_Data shown_:
· · · · ·
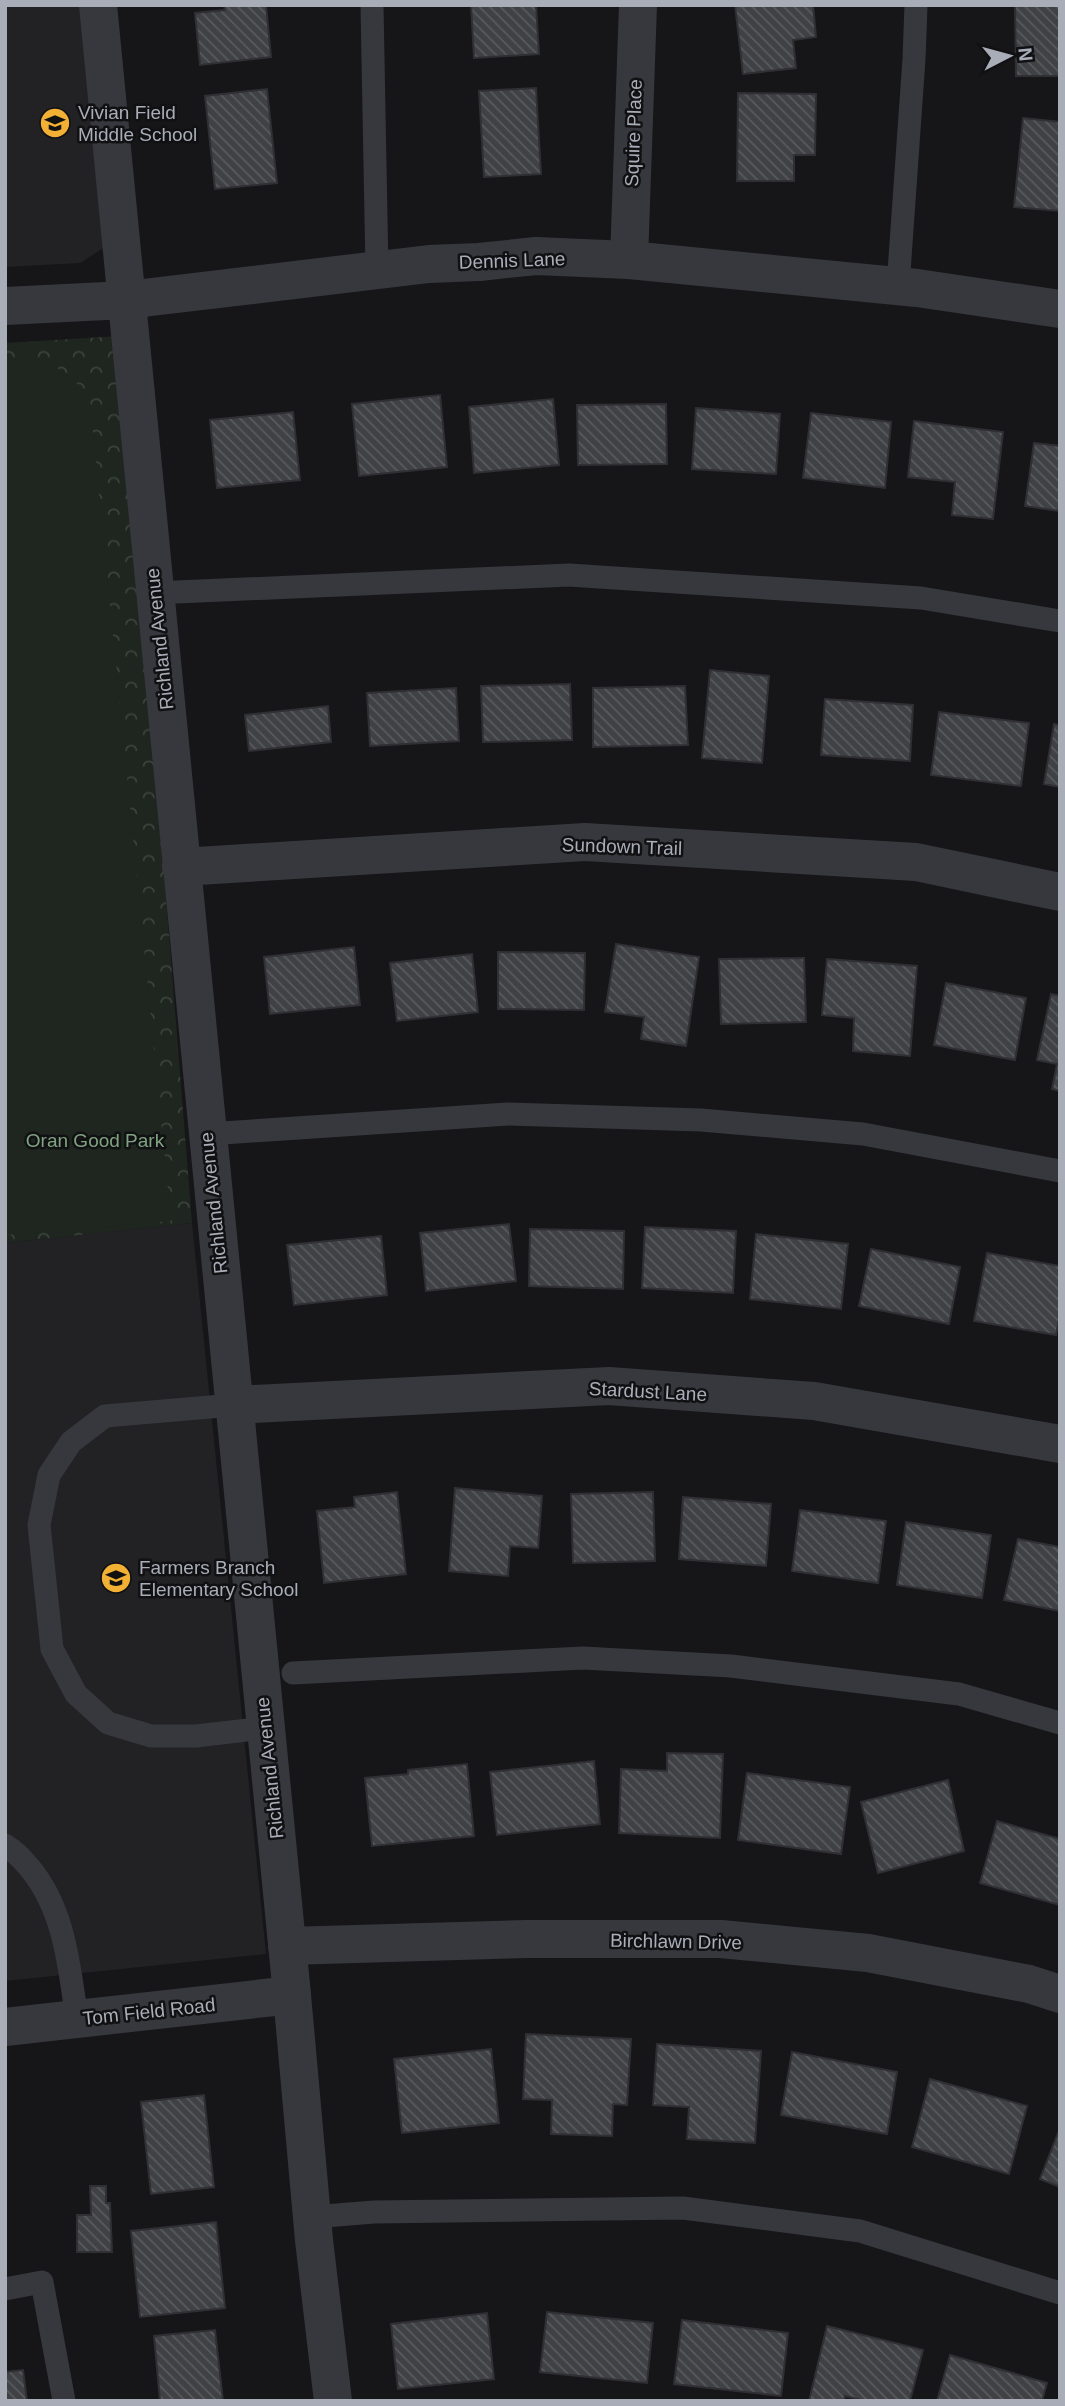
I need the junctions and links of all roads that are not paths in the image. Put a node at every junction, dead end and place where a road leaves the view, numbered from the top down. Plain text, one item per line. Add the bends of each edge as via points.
1 (98, 5) edge
2 (372, 5) edge
3 (638, 5) edge
4 (916, 5) edge
5 (629, 260) junction
6 (377, 270) junction
7 (898, 286) junction
8 (126, 300) junction
9 (5, 306) edge
10 (1060, 309) edge
11 (154, 593) junction
12 (1060, 621) edge
13 (181, 867) junction
14 (1060, 892) edge
15 (206, 1133) junction
16 (1060, 1171) edge
17 (233, 1405) junction
18 (1060, 1444) edge
19 (293, 1673) dead end
20 (1060, 1723) edge
21 (265, 1728) junction
22 (5, 1845) edge
23 (287, 1946) junction
24 (1060, 1994) edge
25 (292, 1995) junction
26 (77, 2019) junction
27 (5, 2027) edge
28 (312, 2217) junction
29 (5, 2289) edge
30 (1060, 2292) edge
31 (64, 2401) edge
32 (333, 2401) edge

1 - 8 street, Richland Avenue
2 - 6 lane
3 - 5 street, Squire Place
4 - 7 lane
5 - 6 street, Dennis Lane via 536,256
5 - 7 street, Dennis Lane
6 - 8 street, Dennis Lane
7 - 10 street, Dennis Lane
8 - 9 street, Dennis Lane
8 - 11 street, Richland Avenue
11 - 12 lane via 569,575 921,598
11 - 13 street, Richland Avenue
13 - 14 street, Sundown Trail via 585,842 916,862
13 - 15 street, Richland Avenue
15 - 16 lane via 508,1114 701,1120 863,1134
15 - 17 street, Richland Avenue
17 - 18 street, Stardust Lane via 609,1386 814,1401
17 - 21 street, Richland Avenue
17 - 21 lane via 105,1416 71,1442 49,1475 39,1525 52,1649 76,1694 108,1723 151,1736
19 - 20 lane via 583,1658 718,1665 959,1694
21 - 23 street, Richland Avenue
22 - 26 lane via 42,1883 61,1925
23 - 24 street, Birchlawn Drive via 527,1939 721,1940 868,1953
23 - 25 street, Richland Avenue
25 - 26 street, Tom Field Road
25 - 28 street, Richland Avenue
26 - 27 street, Tom Field Road
28 - 30 lane via 683,2208 860,2231
28 - 32 street, Richland Avenue
29 - 31 lane via 43,2282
· · · · ·
_Your assignment_: Restate the listing word for word. Pictures do not belong in the copy.

_Reply_:
I need the junctions and links of all roads that are not paths in the image. Put a node at every junction, dead end and place where a road leaves the view, numbered from the top down. Plain text, one item per line. Add the bends of each edge as via points.
1 (98, 5) edge
2 (372, 5) edge
3 (638, 5) edge
4 (916, 5) edge
5 (629, 260) junction
6 (377, 270) junction
7 (898, 286) junction
8 (126, 300) junction
9 (5, 306) edge
10 (1060, 309) edge
11 (154, 593) junction
12 (1060, 621) edge
13 (181, 867) junction
14 (1060, 892) edge
15 (206, 1133) junction
16 (1060, 1171) edge
17 (233, 1405) junction
18 (1060, 1444) edge
19 (293, 1673) dead end
20 (1060, 1723) edge
21 (265, 1728) junction
22 (5, 1845) edge
23 (287, 1946) junction
24 (1060, 1994) edge
25 (292, 1995) junction
26 (77, 2019) junction
27 (5, 2027) edge
28 (312, 2217) junction
29 (5, 2289) edge
30 (1060, 2292) edge
31 (64, 2401) edge
32 (333, 2401) edge

1 - 8 street, Richland Avenue
2 - 6 lane
3 - 5 street, Squire Place
4 - 7 lane
5 - 6 street, Dennis Lane via 536,256
5 - 7 street, Dennis Lane
6 - 8 street, Dennis Lane
7 - 10 street, Dennis Lane
8 - 9 street, Dennis Lane
8 - 11 street, Richland Avenue
11 - 12 lane via 569,575 921,598
11 - 13 street, Richland Avenue
13 - 14 street, Sundown Trail via 585,842 916,862
13 - 15 street, Richland Avenue
15 - 16 lane via 508,1114 701,1120 863,1134
15 - 17 street, Richland Avenue
17 - 18 street, Stardust Lane via 609,1386 814,1401
17 - 21 street, Richland Avenue
17 - 21 lane via 105,1416 71,1442 49,1475 39,1525 52,1649 76,1694 108,1723 151,1736
19 - 20 lane via 583,1658 718,1665 959,1694
21 - 23 street, Richland Avenue
22 - 26 lane via 42,1883 61,1925
23 - 24 street, Birchlawn Drive via 527,1939 721,1940 868,1953
23 - 25 street, Richland Avenue
25 - 26 street, Tom Field Road
25 - 28 street, Richland Avenue
26 - 27 street, Tom Field Road
28 - 30 lane via 683,2208 860,2231
28 - 32 street, Richland Avenue
29 - 31 lane via 43,2282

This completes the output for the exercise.